Educational, Professional & Achievements Details
Structure and dynamics control chemistry. Our broad interest is to gain the physical insight of this control in small molecules (Ultrafast-Spectroscopy) to complex biosystems (Biophysical- Chemistry) and solution (Solution-Chemistry), using established spectroscopic tools and new methodologies (Methodology-Development) as needed.
Ultrafast photochemistry and photophysics are our fundamental interest. Traditional photochemistry relies on the fact that internal conversion, vibrational cooling, and solvent relaxation are faster than the radiative transition. The study of photophysics in a timescale faster/comparable to such molecular relaxation provides unique insights. For example, photochemistry in the upper excited state manifold or involving a potential energy barrier might open up new possibilities for wavelength selective chemistry and/or reaction dynamics. We have taken up several related projects. We are basically interested in various photophysical processes e.g., photoinduced large amplitude motion, electron/proton transfer, energy transfer, excimer formation and intersystem crossing. Moreover, to mimic biological conditions, we introduce confinement. Our research can be crudely divided into the following three sub-division
- Role of vibration in intersystem crossing process.
- Homo-energy transfer.
- Marcus inversion in excited state proton transfer reaction.
One of our main research goals is to obtain additional insight into the structural, functional and dynamical aspects of proteins. We use various ensemble average (like steady-state and time-resolved emission, CD spectroscopy) and single molecular level spectroscopic techniques (fluorescence correlation spectroscopy) routinely for this. We also use other techniques like AFM, microscopic imaging, HPLC, DLS, etc., as and when required. Another essential part of our research is the site-selective tagging of protein molecules to achieve desired specific information. Crudely, our research interest can be divided into three parts
- We are aiming to demonstrate that, contrary to the general belief, the solvent structure (and not the positional restriction due to excluded volume) primarily determine the stability of the protein in the crowded medium
- Role of active-site dynamics in controlling the enzymatic activity
- DES (or more accurately hydrated DES) has already been postulated as the third medium inside a living system that helps to maintain physiological activities even in dehydrated conditions or at sub-freezing temperatures. This is surprising because the presence of water is the crucial factor that controls protein activity. We are aiming to have a physical insight into this
Molecular-level structure and dynamics decide the functionality of a solvent. Therefore, a significant amount of effort was dedicated, being dedicated, and will be dedicated in understanding its structural and dynamical features. Using various steady-state and time-resolved fluorescence measurements and NMR spectroscopy, we try to understand the following
- We are aiming for better molecular-level picture of the synergistic solvation in a binary solvent mixture and DES
- Structure and dynamics of the warm-like micelle.
- Understand various forces and interactions responsible for the unique behaviour of binary mixture and DES.
- Synergism in DES and hydrated DES.
The design and development of new material are indispensable for sustainable growth and is at the heart of chemistry. Though we are not specialists in this area, we try to contribute to this by understanding the material's photophysics and subsequently predicting suitable modifications to have the desired function. We are specifically interested in providing this physical insight.

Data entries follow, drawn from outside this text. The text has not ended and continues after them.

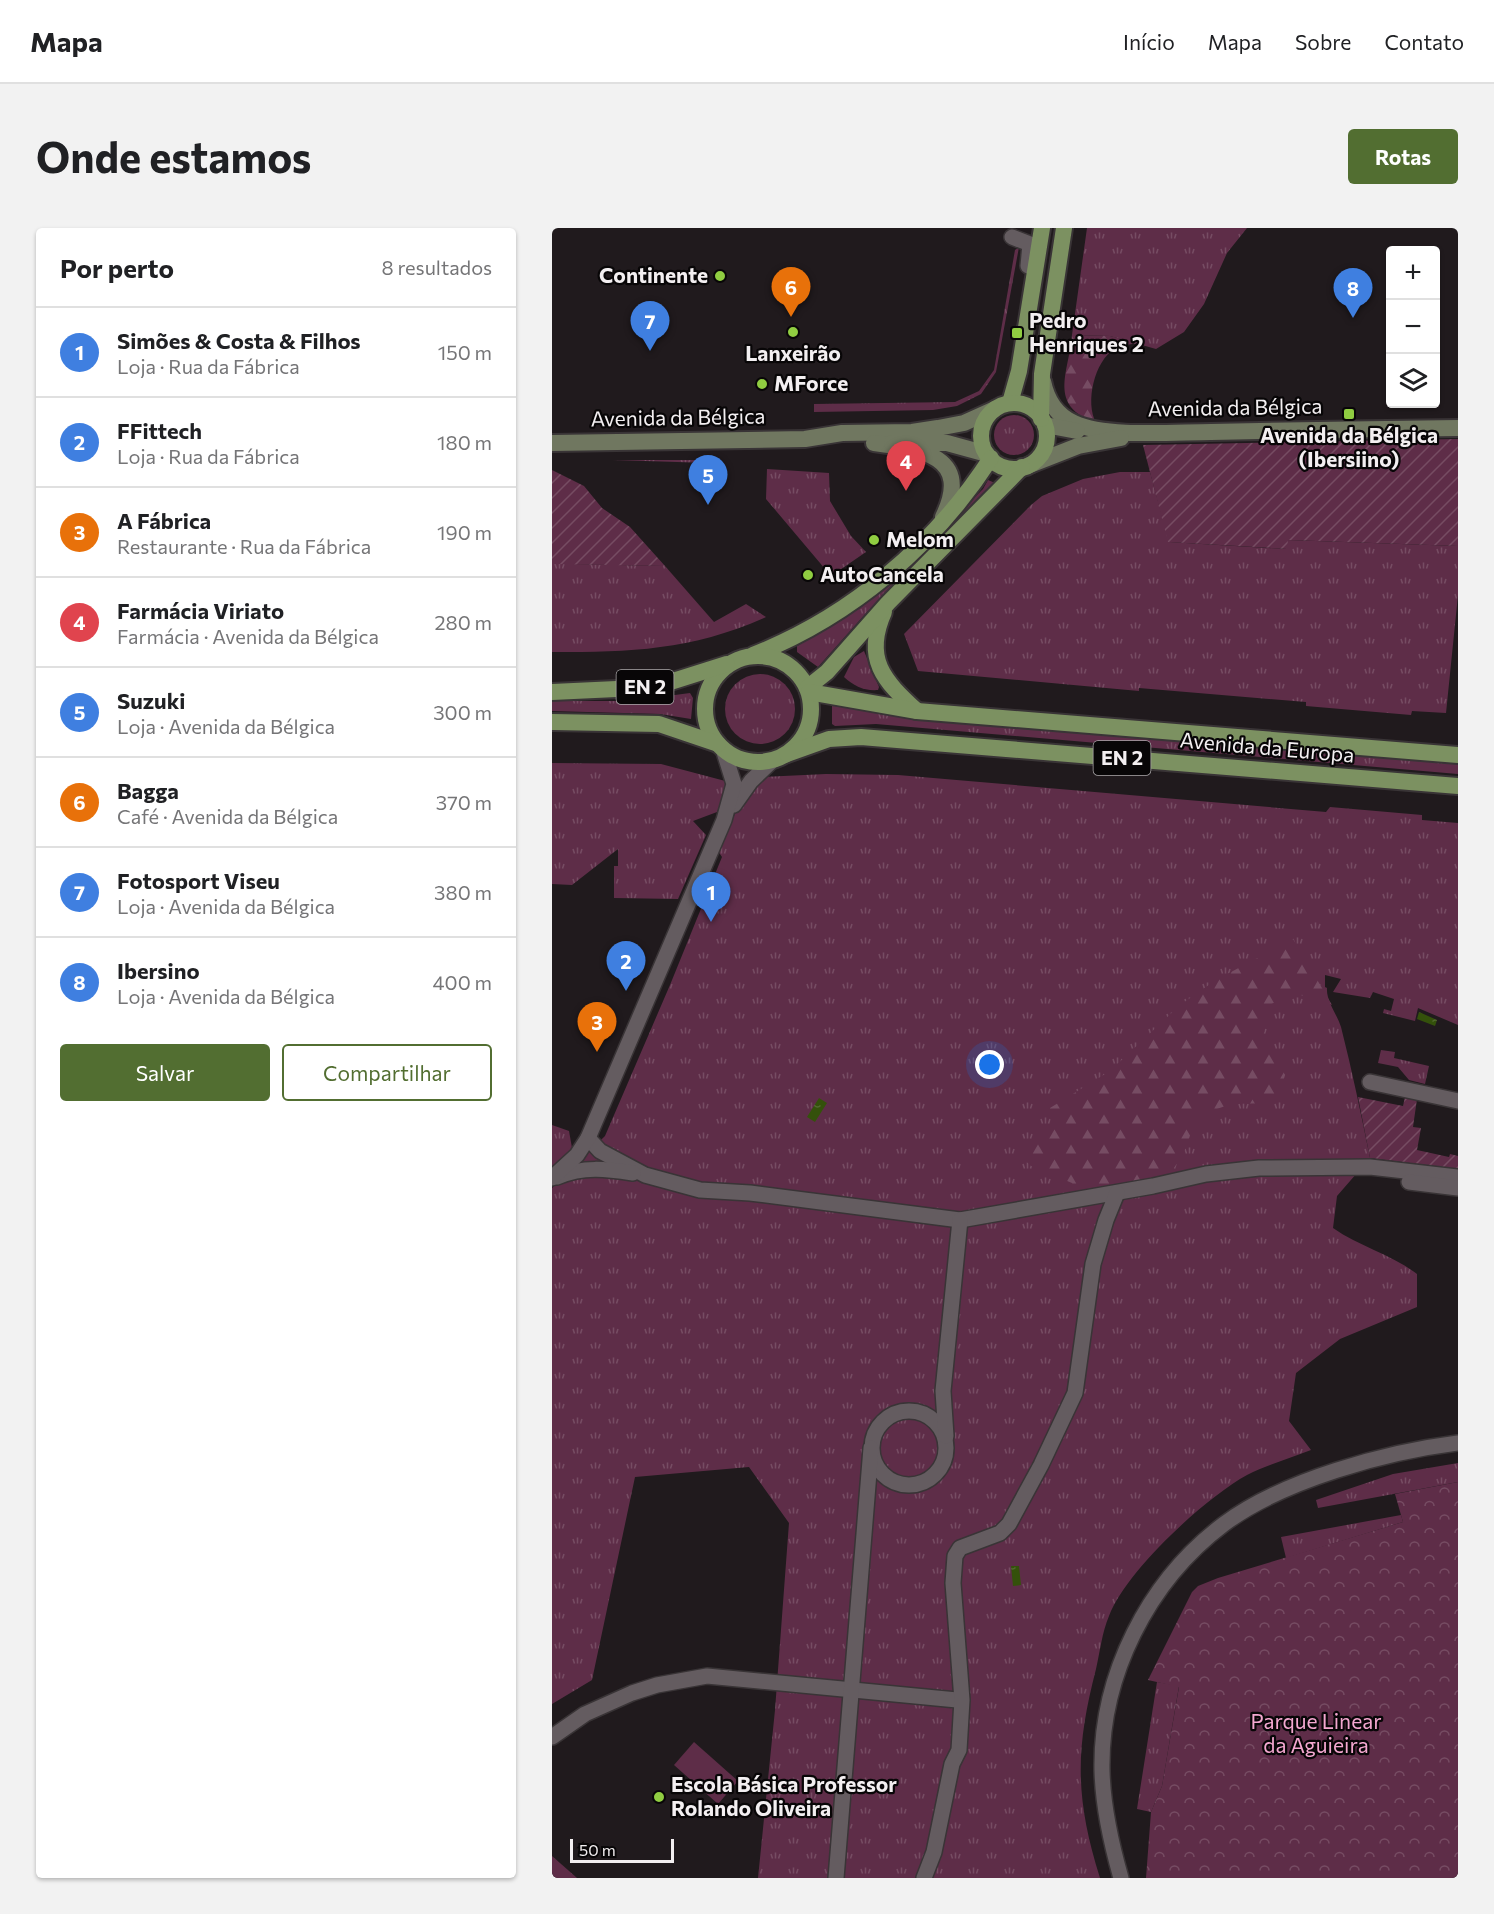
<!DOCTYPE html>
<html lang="pt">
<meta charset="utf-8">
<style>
:root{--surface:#fff;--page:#f2f2f2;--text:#202124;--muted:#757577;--line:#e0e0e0;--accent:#526e31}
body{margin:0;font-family:Commissioner,sans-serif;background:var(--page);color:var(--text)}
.controls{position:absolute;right:18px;top:18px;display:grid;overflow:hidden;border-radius:6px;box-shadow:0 2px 4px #0004}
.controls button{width:54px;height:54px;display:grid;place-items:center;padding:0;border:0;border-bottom:2px solid var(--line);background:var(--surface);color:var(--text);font:30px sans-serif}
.scale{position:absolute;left:18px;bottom:15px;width:104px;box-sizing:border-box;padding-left:6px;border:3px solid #f3eff1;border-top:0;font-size:16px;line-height:21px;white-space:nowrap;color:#f3eff1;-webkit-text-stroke:4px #080607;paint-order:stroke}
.you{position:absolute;left:438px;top:837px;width:21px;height:21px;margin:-15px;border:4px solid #fff;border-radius:50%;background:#1a73e8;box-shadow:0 0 0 9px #1a73e833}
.badge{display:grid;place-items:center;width:39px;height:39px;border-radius:50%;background:var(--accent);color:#fff;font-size:20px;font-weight:700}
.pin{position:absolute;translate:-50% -50px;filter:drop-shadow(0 2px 3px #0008)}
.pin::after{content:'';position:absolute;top:32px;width:21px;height:18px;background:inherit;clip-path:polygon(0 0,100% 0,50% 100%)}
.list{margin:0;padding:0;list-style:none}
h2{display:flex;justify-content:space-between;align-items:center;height:78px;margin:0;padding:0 24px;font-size:26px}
h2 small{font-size:20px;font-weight:400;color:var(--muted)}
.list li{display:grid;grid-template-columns:39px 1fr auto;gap:18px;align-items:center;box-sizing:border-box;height:90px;padding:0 24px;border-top:2px solid var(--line)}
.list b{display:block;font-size:22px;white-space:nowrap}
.list p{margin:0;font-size:20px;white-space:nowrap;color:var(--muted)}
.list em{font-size:20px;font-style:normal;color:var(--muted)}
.actions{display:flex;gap:12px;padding:18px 24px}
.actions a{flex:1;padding:14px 0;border:2px solid var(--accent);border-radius:6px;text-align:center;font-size:21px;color:var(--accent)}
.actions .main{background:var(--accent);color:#fff}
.icon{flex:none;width:33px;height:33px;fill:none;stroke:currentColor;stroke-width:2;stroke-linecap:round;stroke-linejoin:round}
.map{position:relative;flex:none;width:906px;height:1650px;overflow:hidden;border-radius:6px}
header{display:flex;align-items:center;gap:36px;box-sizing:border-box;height:84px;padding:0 30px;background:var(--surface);border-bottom:2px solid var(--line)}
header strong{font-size:28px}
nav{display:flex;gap:33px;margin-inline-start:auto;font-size:21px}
.intro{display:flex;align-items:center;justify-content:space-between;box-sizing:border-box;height:144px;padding:0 36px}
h1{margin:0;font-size:42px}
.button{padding:15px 27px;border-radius:6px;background:var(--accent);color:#fff;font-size:21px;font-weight:700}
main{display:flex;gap:36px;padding:0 36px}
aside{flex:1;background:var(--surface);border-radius:6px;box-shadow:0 2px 4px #0004}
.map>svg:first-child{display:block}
.grass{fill:url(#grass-tufts)}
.forest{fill:url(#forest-firs)}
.park{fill:url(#park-crowns)}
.garden{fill:url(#garden-furrows)}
.pitch{fill:#5e2d48}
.water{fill:url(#water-ripples)}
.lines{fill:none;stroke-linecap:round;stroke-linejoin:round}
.minor-casing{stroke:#393436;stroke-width:18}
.secondary-casing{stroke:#393436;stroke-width:20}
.primary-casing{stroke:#393436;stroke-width:20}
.minor{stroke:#645c60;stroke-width:15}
.secondary{stroke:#707760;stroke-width:16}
.primary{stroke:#7c9161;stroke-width:16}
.poi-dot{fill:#90cd41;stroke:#080607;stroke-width:2}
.labels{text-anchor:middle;stroke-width:4.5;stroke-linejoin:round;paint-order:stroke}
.shield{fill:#080607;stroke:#aca9ab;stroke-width:1.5}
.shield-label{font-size:20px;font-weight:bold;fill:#f3eff1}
.poi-label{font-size:21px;font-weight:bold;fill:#f3eff1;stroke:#080607;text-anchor:start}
.street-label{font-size:21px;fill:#f3eff1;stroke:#080607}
.park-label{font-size:21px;fill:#f4a7d0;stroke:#080607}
</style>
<header>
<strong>Mapa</strong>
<nav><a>Início</a><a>Mapa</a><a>Sobre</a><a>Contato</a></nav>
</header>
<div class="intro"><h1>Onde estamos</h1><a class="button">Rotas</a></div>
<main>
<aside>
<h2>Por perto<small>8 resultados</small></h2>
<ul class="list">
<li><span class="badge" style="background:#3f7fe0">1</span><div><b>Simões &amp; Costa &amp; Filhos</b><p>Loja · Rua da Fábrica</p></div><em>150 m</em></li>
<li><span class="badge" style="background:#3f7fe0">2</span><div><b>FFittech</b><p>Loja · Rua da Fábrica</p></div><em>180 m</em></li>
<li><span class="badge" style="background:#e8710a">3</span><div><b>A Fábrica</b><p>Restaurante · Rua da Fábrica</p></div><em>190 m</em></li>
<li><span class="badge" style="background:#e0444e">4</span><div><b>Farmácia Viriato</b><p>Farmácia · Avenida da Bélgica</p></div><em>280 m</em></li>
<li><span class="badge" style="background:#3f7fe0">5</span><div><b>Suzuki</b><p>Loja · Avenida da Bélgica</p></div><em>300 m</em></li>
<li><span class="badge" style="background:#e8710a">6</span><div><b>Bagga</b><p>Café · Avenida da Bélgica</p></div><em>370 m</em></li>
<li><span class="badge" style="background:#3f7fe0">7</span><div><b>Fotosport Viseu</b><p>Loja · Avenida da Bélgica</p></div><em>380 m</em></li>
<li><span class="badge" style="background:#3f7fe0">8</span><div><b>Ibersino</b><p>Loja · Avenida da Bélgica</p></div><em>400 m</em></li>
</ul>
<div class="actions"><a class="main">Salvar</a><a>Compartilhar</a></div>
</aside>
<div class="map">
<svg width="906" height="1650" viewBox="0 0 906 1650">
<defs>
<pattern id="grass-tufts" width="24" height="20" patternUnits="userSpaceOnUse" patternTransform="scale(1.5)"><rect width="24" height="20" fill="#5e2d48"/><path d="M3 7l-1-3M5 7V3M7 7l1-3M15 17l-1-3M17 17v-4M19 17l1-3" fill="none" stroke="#764c63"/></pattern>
<pattern id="forest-firs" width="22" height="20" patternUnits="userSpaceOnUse" patternTransform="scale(1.5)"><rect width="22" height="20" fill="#5e2d48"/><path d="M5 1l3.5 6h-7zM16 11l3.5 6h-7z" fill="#764c63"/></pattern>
<pattern id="park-crowns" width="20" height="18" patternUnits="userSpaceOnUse" patternTransform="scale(1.5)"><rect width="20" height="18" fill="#5e2d48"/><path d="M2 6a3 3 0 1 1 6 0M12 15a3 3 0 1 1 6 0" fill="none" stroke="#764c63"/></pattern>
<pattern id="garden-furrows" width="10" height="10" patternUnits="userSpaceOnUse" patternTransform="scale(1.5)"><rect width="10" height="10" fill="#5e2d48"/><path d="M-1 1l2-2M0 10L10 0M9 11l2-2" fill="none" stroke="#764c63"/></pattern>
<pattern id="water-ripples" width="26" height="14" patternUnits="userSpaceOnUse" patternTransform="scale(1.5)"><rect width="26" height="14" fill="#34510b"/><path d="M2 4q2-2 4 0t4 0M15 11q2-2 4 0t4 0" fill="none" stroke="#526a2f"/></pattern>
</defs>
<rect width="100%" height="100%" fill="#201a1d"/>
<g class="grass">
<path d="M535 0H695L675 25 652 76 632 104 604 121 558 108 520 107Z"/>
<path d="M467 19 444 144 429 166 405 178 381 182 262 184V176L403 174 427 163 442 142 463 22Z"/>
<circle cx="462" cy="207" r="20"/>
<path d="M157 229 160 232 157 235 61 232H153Z"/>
<path d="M215 241 277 245 278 273 299 308 314 324 279 348 214 271Z"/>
<path d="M598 244 617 314 734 321 735 312 906 318V367L894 485 860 483 859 487 754 478V474L587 460V463L366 443 352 406 479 277 490 268 531 251 568 244Z"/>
<path d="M0 249 20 336 113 338 162 394 194 376 214 389C140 422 80 424 0 424Z"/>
<path d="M436 252 443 255 316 383 266 439 245 424V418L293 390 321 370 431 261Z"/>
<path d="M312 423 327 459 326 462C312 463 302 458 292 449L302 429Z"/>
<circle cx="208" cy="481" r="35"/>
<path d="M138 465 141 470 139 491 108 486 0 483V473H78Z"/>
<path d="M280 473 303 481 326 485 906 535V546L324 496 283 498 280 496Z"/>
<path d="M0 535 109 536 177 554 165 584 141 593 154 607 126 671 62 670V638H66V621L20 657 0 656Z"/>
<path d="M274 546 346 547 774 584 778 579 870 587V592L906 595V797L866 780 863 793 831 785 832 781 839 783 842 771 821 764 818 770 781 764 789 751 773 747V759L775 760C774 773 785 786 789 799 800 842 809 886 818 930L785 968 781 1000C808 1019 839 1026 865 1046V1079L788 1111 744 1145 737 1193 759 1222C738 1230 715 1237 695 1247 653 1270 574 1343 557 1388 550 1404 548 1424 544 1441 523 1522 523 1570 548 1650H206L223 1482 237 1295 197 1239 83 1249 40 1452 0 1476V960L53 908 118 757 170 629 166 623 192 566 210 549Z"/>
<path d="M829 822 843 824 842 830 877 838 873 856 857 852 846 839 826 835Z"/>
<path d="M0 897 17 903 20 920 0 942Z"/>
<path d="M906 1235V1254L766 1280 764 1272 841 1246Z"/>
<path d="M849 1287 851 1294 734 1330 729 1309Z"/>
<path d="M605 1454 627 1458 610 1558 599 1584 585 1581Z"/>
</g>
<g class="forest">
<path d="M520 107 558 108 586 115C579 117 568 116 563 120 542 134 533 174 544 195 495 177 517 145 520 107Z"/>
<path d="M741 711 780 777 742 765 709 781 714 813 733 847 725 875 679 876 645 888 631 927 619 944 526 971 520 955 479 938 470 929 499 899 498 880 558 843 628 777 664 752Z"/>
<path d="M0 1628 25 1650H0Z"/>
</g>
<path class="park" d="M906 1254V1650H594L599 1584 610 1558 627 1459 596 1452 640 1364 646 1358 666 1350 851 1294 843 1266Z"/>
<g class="garden">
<path d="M906 211V318L736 312 735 321 616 314 591 217Z"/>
<path d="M0 242 32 258 50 280 78 299 113 338 0 336Z"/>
<path d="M806 869 851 878 853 869 865 871 861 899 869 900 865 922 897 929 898 926 906 928V941L818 930Z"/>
</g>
<path class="pitch" d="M142 1514 186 1553 166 1576 122 1537Z"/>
<g class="water">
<path d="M867 784 885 792 883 798 865 791Z"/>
<path d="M267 870 275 875 263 894 255 889Z"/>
<path d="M459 1338H467L469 1357 461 1358Z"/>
</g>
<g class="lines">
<g class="minor-casing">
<g id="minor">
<path d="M460 9 478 16 476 38"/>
<path d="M182 577 199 553 221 532"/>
<path d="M818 854 906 873"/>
<path d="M36 910 48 923 93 947 148 962 198 965 408 992 601 958 654 946 707 940 818 939 906 949"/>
<path d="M5 949C32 938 54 941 81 945"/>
<path d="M0 950 25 927 36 910 172 592 182 556 171 521"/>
<path d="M857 954 906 960"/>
<circle cx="357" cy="1220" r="37"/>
<path d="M394 1208 391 1163 408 992"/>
<path d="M0 1509 33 1486 80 1465 105 1457 155 1448 405 1472"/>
<path d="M284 1650 319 1220"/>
<path d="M372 1650 382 1624 400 1536 407 1522 410 1472 401 1355 403 1328 408 1320 448 1305 457 1296 489 1237 523 1165 541 1036 554 992 565 965"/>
<path d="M569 1650C559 1615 551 1579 550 1543 548 1448 596 1353 672 1296 731 1252 834 1224 906 1215"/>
</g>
</g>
<g class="secondary-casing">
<g id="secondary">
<path d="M491 153C495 173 504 187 522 195 554 210 623 204 659 204 741 202 824 201 906 200"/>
<path d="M493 197 525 203"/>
<path d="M0 215 253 211 290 205 360 204 386 200 412 195 443 181"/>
<path d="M322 215C368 221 421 227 391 289"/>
<path d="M340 215H395L435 226"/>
<path d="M475 238 526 218 569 210"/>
</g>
</g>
<g class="primary-casing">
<g id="primary">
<path d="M458 175 467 143 490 0"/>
<circle cx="462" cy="208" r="33"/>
<path d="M489 191 490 146 512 0"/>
<path d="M332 384C311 431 332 453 365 483"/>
<path d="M201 427C298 389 382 318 439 230"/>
<circle cx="206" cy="481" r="53"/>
<path d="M255 460 275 444 336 375 470 239"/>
<path d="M0 464 86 460 115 455 175 436"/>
<path d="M257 464 365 483 906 527"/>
<path d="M0 494 107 496 166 516"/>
<path d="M235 526 277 511 309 509 906 558"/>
</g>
</g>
<use href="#minor" class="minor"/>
<use href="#secondary" class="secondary"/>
<use href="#primary" class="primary"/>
</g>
<g class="poi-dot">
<circle cx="168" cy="48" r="6"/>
<circle cx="241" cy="104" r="6"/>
<rect x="459" y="99" width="12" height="12" rx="3"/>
<circle cx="210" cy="156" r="6"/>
<rect x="791" y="180" width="12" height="12" rx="3"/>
<circle cx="322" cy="312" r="6"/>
<circle cx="256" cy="347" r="6"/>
<circle cx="107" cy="1569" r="6"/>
</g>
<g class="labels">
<g class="shield">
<rect x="64.5" y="442" width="57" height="34" rx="4.5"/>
<rect x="541.5" y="513" width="57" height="34" rx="4.5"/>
</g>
<g class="shield-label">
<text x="93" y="466">EN 2</text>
<text x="570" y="537">EN 2</text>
</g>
<g class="poi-label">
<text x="156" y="55" text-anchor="end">Continente</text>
<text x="477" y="100">Pedro<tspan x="477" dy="24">Henriques 2</tspan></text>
<text x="241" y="133" text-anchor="middle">Lanxeirão</text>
<text x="222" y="163">MForce</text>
<text x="797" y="215" text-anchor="middle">Avenida da Bélgica<tspan x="797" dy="24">(Ibersiino)</tspan></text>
<text x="334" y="319">Melom</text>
<text x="268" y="354">AutoCancela</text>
<text x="119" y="1564">Escola Básica Professor<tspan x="119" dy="24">Rolando Oliveira</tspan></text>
</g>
<g class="street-label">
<text transform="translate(683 180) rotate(-1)" y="7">Avenida da Bélgica</text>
<text transform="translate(126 190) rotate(-1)" y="7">Avenida da Bélgica</text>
<text transform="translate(715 520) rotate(5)" y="7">Avenida da Europa</text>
</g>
<g class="park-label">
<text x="764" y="1501">Parque Linear<tspan x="764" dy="24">da Aguieira</tspan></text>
</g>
</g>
</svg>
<div class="controls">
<button>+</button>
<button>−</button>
<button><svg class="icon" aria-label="layers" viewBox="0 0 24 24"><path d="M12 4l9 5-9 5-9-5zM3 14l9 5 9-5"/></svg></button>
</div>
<div class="scale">50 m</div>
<div class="you"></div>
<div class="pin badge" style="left:159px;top:694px;background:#3f7fe0">1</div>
<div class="pin badge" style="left:74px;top:763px;background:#3f7fe0">2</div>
<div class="pin badge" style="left:45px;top:824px;background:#e8710a">3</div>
<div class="pin badge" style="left:354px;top:263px;background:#e0444e">4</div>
<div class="pin badge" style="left:156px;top:277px;background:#3f7fe0">5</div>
<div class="pin badge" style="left:239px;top:89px;background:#e8710a">6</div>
<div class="pin badge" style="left:98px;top:123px;background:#3f7fe0">7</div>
<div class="pin badge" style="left:801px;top:90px;background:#3f7fe0">8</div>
</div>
</main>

- Inspired by our understanding of the solution chemistry, we are now trying to synthesize photoluminescence, water-stable perovskite nanocrystal highly in a green medium.
- Synthetic and post-synthetic modifications to have better nanocrystals.
- Contemplating the charge carrier dynamics to understand the physical basis of doping.
Development of new methodologies and novel approaches necessarily laid the foundation of exciting discoveries in physical chemistry. Recently, we have become interested in this direction. In a recent work, we successfully developed a method to probed the directionality of proteolysis by applying single molecular level fluorescence correlation spectroscopy. Contrary to traditional biophysical methods, minimal sample requirement in this method might provide a significant step forward in elucidating the mechanism of protein digestion (Int. J. Biol. Macromol. 2020, 164, 2524). We also developed a novel way to adjudge the presence of adiabaticity in the proton transfer step of a reaction by exploiting diastereoselectivity. It can overcome the limitations of only available experimental technique, i.e., kinetic isotope effect, to elucidate the proton transfer mechanism. (ChemistrySelect 2019, 4, 12197).
- Analytical prediction of viscosity decoupling and dynamic heterogeneity in solvent media.
- Conformational heterogeneity of protein core in its native and denatured state in a domain-specific manner.